第97話 訓練場
とある日。
「サクラさん、お願いがあるのです」
ボタンから自身が製作した武器の性能テストをお願いされるサクラ。
やってきた場所は冒険者ギルドにある訓練場。
ここではスキルや武器のテストを安全に試すことができる。
「お願いしますなのです」
サクラの目の前に現れたのは岩のゴーレム。
サクラは剣を抜くとゴーレムへと駆け寄る。
ゴーレムの後ろに回り込み一太刀浴びせると、バターのようにゴーレムの身体は切れる。
「うん、中々良い切れ味ね」
慣れた手つきで剣を振るうサクラ。
サクラの使う古武術は素手だけではなく、武器を使う技術も扱っている。
その種類は、剣や槍、弓といったメジャーどころの武器は一通り押さえられていた。
その後も槍や弓など武器を変えながら、テストは順調に続く。
ボタンの製作した武器はどれも扱いやすく、性能も問題ない。
「これが最後なのです」
最後に現れたのはオリハルコン製のゴーレム。
現在、ゲーム内で発見された中で最も硬いモンスターだ。
「くっ、流石に刃が通らないわね」
オリハルコンゴーレムに剣で斬りかかるも弾かれてしまう。
練気スキルを武器に纏わせれば倒せるだろうが、今回は素の状態での武器の性能テストだ。
ひとまずこんなところだろう。
「ありがとうございますなのです」
武器の性能テストは完了する。
「あっ、ボタンちゃん。
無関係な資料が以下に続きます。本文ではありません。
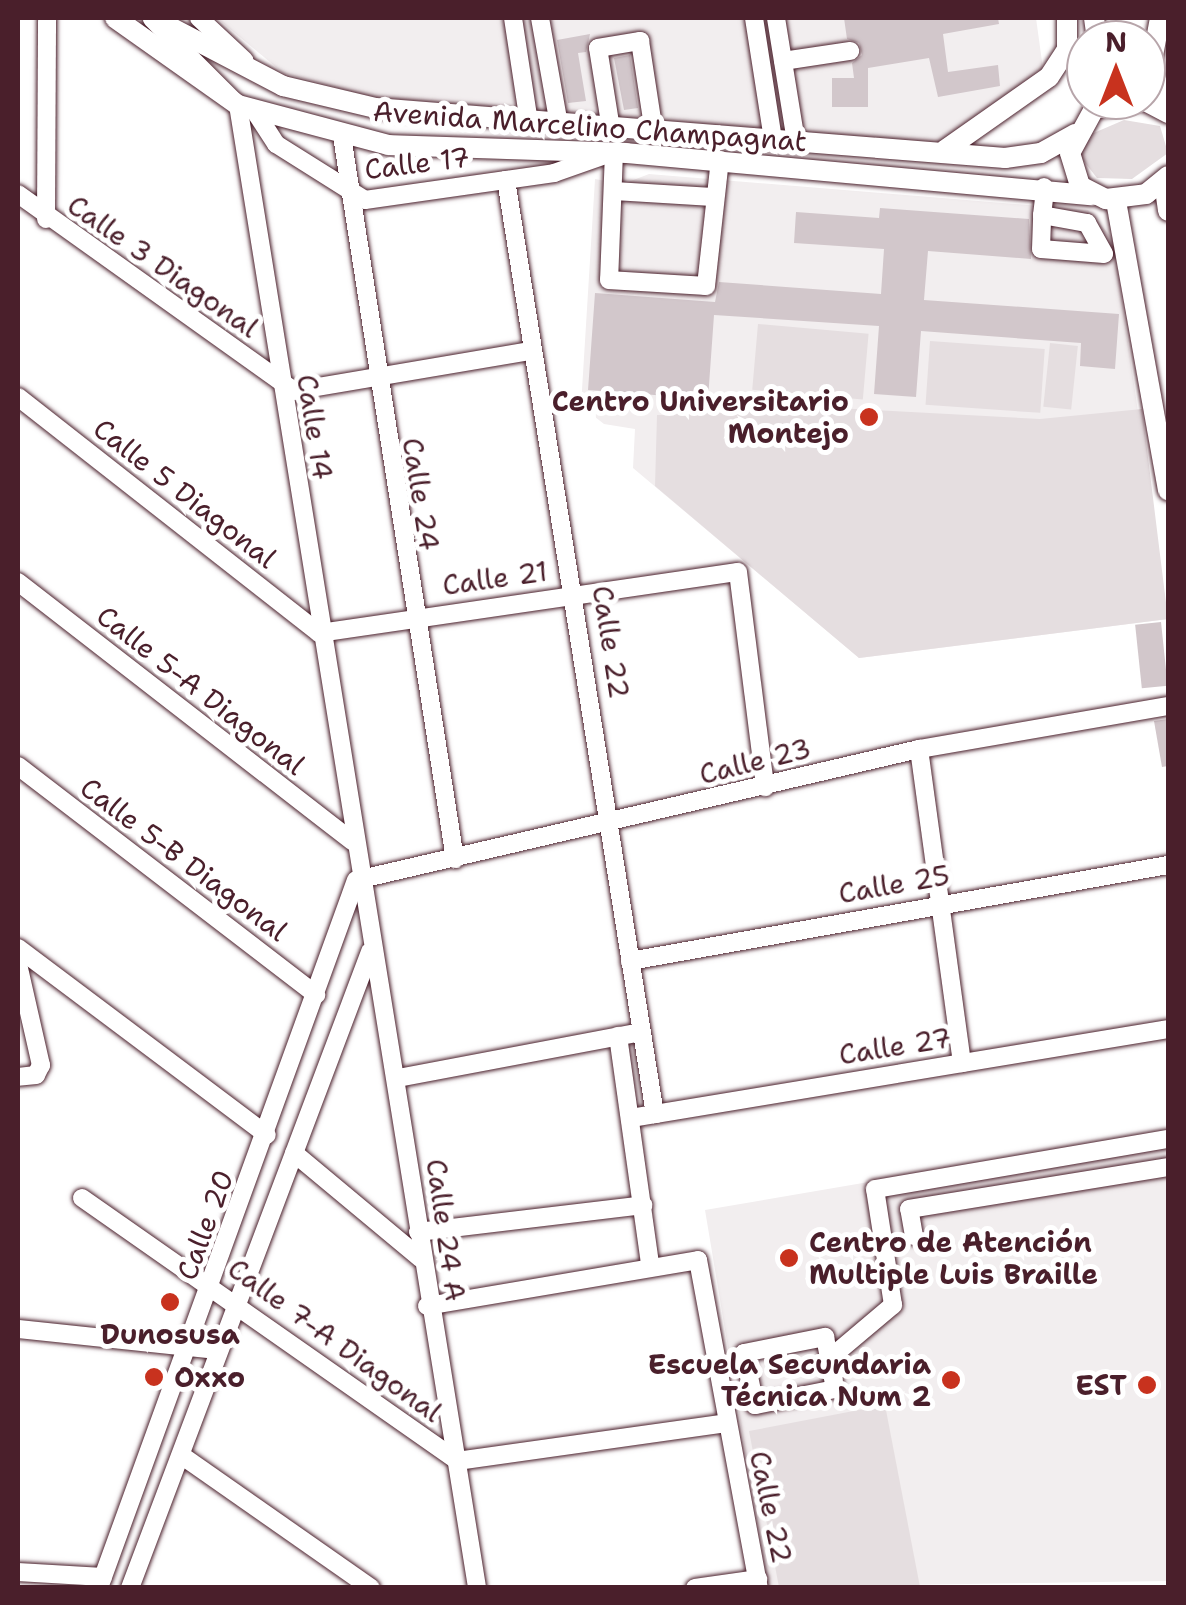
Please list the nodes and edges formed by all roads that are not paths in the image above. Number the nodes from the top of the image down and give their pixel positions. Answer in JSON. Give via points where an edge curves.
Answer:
{"nodes":[{"id":1,"x":48,"y":18,"type":"edge"},
{"id":2,"x":116,"y":18,"type":"edge"},
{"id":3,"x":152,"y":18,"type":"edge"},
{"id":4,"x":199,"y":18,"type":"edge"},
{"id":5,"x":513,"y":18,"type":"edge"},
{"id":6,"x":540,"y":18,"type":"edge"},
{"id":7,"x":754,"y":18,"type":"edge"},
{"id":8,"x":776,"y":18,"type":"edge"},
{"id":9,"x":1067,"y":18,"type":"edge"},
{"id":10,"x":850,"y":51,"type":"dead end"},
{"id":11,"x":783,"y":61,"type":"junction"},
{"id":12,"x":264,"y":77,"type":"junction"},
{"id":13,"x":283,"y":86,"type":"junction"},
{"id":14,"x":247,"y":109,"type":"junction"},
{"id":15,"x":1084,"y":120,"type":"edge"},
{"id":16,"x":529,"y":123,"type":"junction"},
{"id":17,"x":559,"y":125,"type":"junction"},
{"id":18,"x":612,"y":129,"type":"junction"},
{"id":19,"x":654,"y":132,"type":"junction"},
{"id":20,"x":1074,"y":134,"type":"junction"},
{"id":21,"x":342,"y":136,"type":"junction"},
{"id":22,"x":773,"y":140,"type":"junction"},
{"id":23,"x":796,"y":142,"type":"junction"},
{"id":24,"x":526,"y":151,"type":"junction"},
{"id":25,"x":614,"y":152,"type":"junction"},
{"id":26,"x":939,"y":153,"type":"junction"},
{"id":27,"x":720,"y":160,"type":"junction"},
{"id":28,"x":1166,"y":179,"type":"edge"},
{"id":29,"x":506,"y":180,"type":"junction"},
{"id":30,"x":1044,"y":186,"type":"junction"},
{"id":31,"x":615,"y":188,"type":"junction"},
{"id":32,"x":18,"y":194,"type":"edge"},
{"id":33,"x":1092,"y":195,"type":"junction"},
{"id":34,"x":348,"y":196,"type":"junction"},
{"id":35,"x":712,"y":197,"type":"junction"},
{"id":36,"x":1116,"y":201,"type":"junction"},
{"id":37,"x":1168,"y":211,"type":"edge"},
{"id":38,"x":1042,"y":216,"type":"dead end"},
{"id":39,"x":46,"y":219,"type":"junction"},
{"id":40,"x":531,"y":351,"type":"junction"},
{"id":41,"x":375,"y":377,"type":"junction"},
{"id":42,"x":280,"y":381,"type":"junction"},
{"id":43,"x":18,"y":398,"type":"edge"},
{"id":44,"x":1168,"y":490,"type":"edge"},
{"id":45,"x":18,"y":582,"type":"edge"},
{"id":46,"x":576,"y":595,"type":"junction"},
{"id":47,"x":413,"y":617,"type":"junction"},
{"id":48,"x":319,"y":633,"type":"junction"},
{"id":49,"x":1168,"y":706,"type":"edge"},
{"id":50,"x":919,"y":748,"type":"junction"},
{"id":51,"x":18,"y":766,"type":"edge"},
{"id":52,"x":765,"y":786,"type":"junction"},
{"id":53,"x":611,"y":825,"type":"junction"},
{"id":54,"x":352,"y":841,"type":"junction"},
{"id":55,"x":455,"y":859,"type":"junction"},
{"id":56,"x":1168,"y":865,"type":"edge"},
{"id":57,"x":356,"y":880,"type":"junction"},
{"id":58,"x":936,"y":904,"type":"junction"},
{"id":59,"x":18,"y":948,"type":"edge"},
{"id":60,"x":371,"y":950,"type":"junction"},
{"id":61,"x":630,"y":961,"type":"junction"},
{"id":62,"x":18,"y":964,"type":"edge"},
{"id":63,"x":316,"y":995,"type":"junction"},
{"id":64,"x":1168,"y":1029,"type":"edge"},
{"id":65,"x":641,"y":1032,"type":"junction"},
{"id":66,"x":618,"y":1036,"type":"junction"},
{"id":67,"x":962,"y":1063,"type":"junction"},
{"id":68,"x":21,"y":1077,"type":"edge"},
{"id":69,"x":398,"y":1078,"type":"junction"},
{"id":70,"x":655,"y":1114,"type":"junction"},
{"id":71,"x":631,"y":1118,"type":"junction"},
{"id":72,"x":267,"y":1135,"type":"junction"},
{"id":73,"x":1168,"y":1139,"type":"edge"},
{"id":74,"x":294,"y":1153,"type":"junction"},
{"id":75,"x":1168,"y":1166,"type":"edge"},
{"id":76,"x":82,"y":1198,"type":"dead end"},
{"id":77,"x":644,"y":1205,"type":"junction"},
{"id":78,"x":418,"y":1232,"type":"junction"},
{"id":79,"x":914,"y":1236,"type":"dead end"},
{"id":80,"x":421,"y":1258,"type":"junction"},
{"id":81,"x":650,"y":1265,"type":"junction"},
{"id":82,"x":212,"y":1286,"type":"junction"},
{"id":83,"x":234,"y":1304,"type":"junction"},
{"id":84,"x":428,"y":1306,"type":"junction"},
{"id":85,"x":18,"y":1329,"type":"edge"},
{"id":86,"x":188,"y":1346,"type":"junction"},
{"id":87,"x":218,"y":1350,"type":"junction"},
{"id":88,"x":830,"y":1359,"type":"junction"},
{"id":89,"x":726,"y":1423,"type":"junction"},
{"id":90,"x":181,"y":1455,"type":"junction"},
{"id":91,"x":457,"y":1461,"type":"junction"},
{"id":92,"x":18,"y":1572,"type":"edge"},
{"id":93,"x":100,"y":1582,"type":"edge"},
{"id":94,"x":758,"y":1583,"type":"edge"},
{"id":95,"x":130,"y":1588,"type":"edge"},
{"id":96,"x":372,"y":1588,"type":"edge"},
{"id":97,"x":476,"y":1588,"type":"edge"},
{"id":98,"x":694,"y":1588,"type":"edge"}],
"edges":[{"from":1,"to":39,"type":"street"},
{"from":2,"to":14,"type":"main road","name":"Avenida Marcelino Champagnat"},
{"from":3,"to":12,"type":"main road","name":"Avenida Marcelino Champagnat"},
{"from":3,"to":14,"type":"street"},
{"from":4,"to":12,"type":"street"},
{"from":5,"to":16,"type":"street"},
{"from":6,"to":17,"type":"street"},
{"from":7,"to":22,"type":"street"},
{"from":8,"to":11,"type":"street"},
{"from":9,"to":26,"type":"main road","via":[[1067,49],[1048,78],[968,141]]},
{"from":10,"to":11,"type":"street"},
{"from":11,"to":23,"type":"street"},
{"from":12,"to":13,"type":"main road","name":"Avenida Marcelino Champagnat"},
{"from":13,"to":14,"type":"main road","via":[[259,88]]},
{"from":13,"to":16,"type":"main road","name":"Avenida Marcelino Champagnat","via":[[376,108]]},
{"from":14,"to":21,"type":"main road","name":"Avenida Marcelino Champagnat"},
{"from":14,"to":34,"type":"street","name":"Calle 17","via":[[276,144]]},
{"from":14,"to":42,"type":"street","name":"Calle 14"},
{"from":15,"to":20,"type":"main road"},
{"from":16,"to":17,"type":"main road","name":"Avenida Marcelino Champagnat"},
{"from":16,"to":24,"type":"main road"},
{"from":17,"to":18,"type":"main road","name":"Avenida Marcelino Champagnat"},
{"from":18,"to":19,"type":"main road","name":"Avenida Marcelino Champagnat"},
{"from":18,"to":19,"type":"street","via":[[598,48],[640,41]]},
{"from":18,"to":25,"type":"main road"},
{"from":19,"to":22,"type":"main road","name":"Avenida Marcelino Champagnat"},
{"from":20,"to":26,"type":"main road","name":"Avenida Marcelino Champagnat","via":[[1042,153]]},
{"from":20,"to":33,"type":"main road","via":[[1073,176]]},
{"from":21,"to":24,"type":"main road","name":"Avenida Marcelino Champagnat"},
{"from":21,"to":34,"type":"street","name":"Calle 24"},
{"from":22,"to":23,"type":"main road","name":"Avenida Marcelino Champagnat"},
{"from":23,"to":26,"type":"main road","name":"Avenida Marcelino Champagnat"},
{"from":24,"to":25,"type":"main road","name":"Avenida Marcelino Champagnat"},
{"from":25,"to":27,"type":"main road","name":"Avenida Marcelino Champagnat"},
{"from":25,"to":29,"type":"street","name":"Calle 17"},
{"from":25,"to":31,"type":"street"},
{"from":27,"to":30,"type":"main road","name":"Avenida Marcelino Champagnat"},
{"from":27,"to":35,"type":"street"},
{"from":28,"to":36,"type":"main road"},
{"from":28,"to":37,"type":"main road"},
{"from":29,"to":34,"type":"street","name":"Calle 17"},
{"from":29,"to":40,"type":"street","name":"Calle 22"},
{"from":30,"to":33,"type":"main road","name":"Avenida Marcelino Champagnat"},
{"from":30,"to":38,"type":"street"},
{"from":31,"to":35,"type":"street"},
{"from":31,"to":35,"type":"street","via":[[609,280],[706,286]]},
{"from":32,"to":39,"type":"street","name":"Calle 3 Diagonal"},
{"from":33,"to":36,"type":"main road","name":"Avenida Marcelino Champagnat"},
{"from":34,"to":41,"type":"street","name":"Calle 24"},
{"from":36,"to":44,"type":"main road"},
{"from":39,"to":42,"type":"street","name":"Calle 3 Diagonal"},
{"from":40,"to":41,"type":"street"},
{"from":40,"to":46,"type":"street","name":"Calle 22"},
{"from":41,"to":42,"type":"street","via":[[294,391]]},
{"from":41,"to":47,"type":"street","name":"Calle 24"},
{"from":42,"to":48,"type":"street","name":"Calle 14"},
{"from":43,"to":48,"type":"street","name":"Calle 5 Diagonal"},
{"from":45,"to":54,"type":"street","name":"Calle 5-A Diagonal"},
{"from":46,"to":47,"type":"street","name":"Calle 21"},
{"from":46,"to":52,"type":"street","name":"Calle 21","via":[[738,572]]},
{"from":46,"to":53,"type":"street","name":"Calle 22"},
{"from":47,"to":48,"type":"street","name":"Calle 21"},
{"from":47,"to":55,"type":"street","name":"Calle 24"},
{"from":48,"to":54,"type":"street","name":"Calle 14"},
{"from":49,"to":50,"type":"street","name":"Calle 23"},
{"from":50,"to":52,"type":"street","name":"Calle 23"},
{"from":50,"to":58,"type":"street"},
{"from":51,"to":63,"type":"street","name":"Calle 5-B Diagonal"},
{"from":52,"to":53,"type":"street","name":"Calle 23"},
{"from":53,"to":55,"type":"street","name":"Calle 23"},
{"from":53,"to":61,"type":"street","name":"Calle 22"},
{"from":54,"to":57,"type":"street","name":"Calle 14"},
{"from":55,"to":57,"type":"street","name":"Calle 23"},
{"from":56,"to":58,"type":"street","name":"Calle 25"},
{"from":57,"to":60,"type":"street","name":"Calle 24 A"},
{"from":57,"to":63,"type":"street","name":"Calle 20"},
{"from":58,"to":61,"type":"street","name":"Calle 25"},
{"from":58,"to":67,"type":"street"},
{"from":59,"to":72,"type":"street"},
{"from":60,"to":69,"type":"street","name":"Calle 24 A"},
{"from":60,"to":74,"type":"street","name":"Calle 20"},
{"from":61,"to":65,"type":"street","name":"Calle 22"},
{"from":62,"to":68,"type":"street","via":[[41,1066]]},
{"from":63,"to":72,"type":"street","name":"Calle 20"},
{"from":64,"to":67,"type":"street","name":"Calle 27"},
{"from":65,"to":66,"type":"street"},
{"from":65,"to":70,"type":"street","name":"Calle 22"},
{"from":66,"to":69,"type":"street"},
{"from":66,"to":71,"type":"street"},
{"from":67,"to":70,"type":"street","name":"Calle 27"},
{"from":69,"to":78,"type":"street","name":"Calle 24 A"},
{"from":70,"to":71,"type":"street","name":"Calle 27"},
{"from":71,"to":77,"type":"street"},
{"from":72,"to":82,"type":"street","name":"Calle 20"},
{"from":73,"to":88,"type":"street","via":[[875,1190],[893,1305]]},
{"from":74,"to":80,"type":"street"},
{"from":74,"to":83,"type":"street","name":"Calle 20"},
{"from":75,"to":79,"type":"street","via":[[909,1209]]},
{"from":76,"to":82,"type":"street","name":"Calle 7-A Diagonal"},
{"from":77,"to":78,"type":"street"},
{"from":77,"to":81,"type":"street"},
{"from":78,"to":80,"type":"street","name":"Calle 24 A"},
{"from":80,"to":84,"type":"street","name":"Calle 24 A"},
{"from":81,"to":84,"type":"street"},
{"from":81,"to":89,"type":"street","name":"Calle 22","via":[[698,1260]]},
{"from":82,"to":83,"type":"street","name":"Calle 7-A Diagonal"},
{"from":82,"to":86,"type":"street","name":"Calle 20"},
{"from":83,"to":87,"type":"street","name":"Calle 20"},
{"from":83,"to":91,"type":"street","name":"Calle 7-A Diagonal"},
{"from":84,"to":91,"type":"street","name":"Calle 24 A"},
{"from":85,"to":86,"type":"street"},
{"from":86,"to":87,"type":"street"},
{"from":86,"to":93,"type":"street","name":"Calle 20"},
{"from":87,"to":90,"type":"street","name":"Calle 20"},
{"from":88,"to":88,"type":"street","via":[[835,1389],[755,1405],[744,1353],[825,1337]]},
{"from":89,"to":91,"type":"street"},
{"from":89,"to":94,"type":"street","name":"Calle 22"},
{"from":90,"to":95,"type":"street","name":"Calle 20"},
{"from":90,"to":96,"type":"street"},
{"from":91,"to":97,"type":"street","name":"Calle 24 A"},
{"from":92,"to":93,"type":"street"},
{"from":94,"to":98,"type":"street"}]}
さっきのオリハルコンゴーレムなんだけど、もう1度出してもらえるかしら」
どうやらサクラは先程のオリハルコンゴーレムともう1度戦うつもりらしい。
「わかりましたなのです」
再び現れるオリハルコンゴーレム。
「はぁっ!」
サクラは現れたオリハルコンゴーレムの腹に拳を叩き込む。
大きな音が訓練場に響く。
オリハルコンゴーレムの腹にはサクラの拳の跡がくっきりと残る。
「うーん、思っていた以上に硬いわね。でもこれなら簡単には壊れなさそうだし、サンドバッグで使うには良さそうね」
サクラは満足そうにオリハルコンゴーレムを見つめる。
こうしてボタンからのお願いは無事終了し、サクラは訓練場と新たな訓練道具を得ることができた。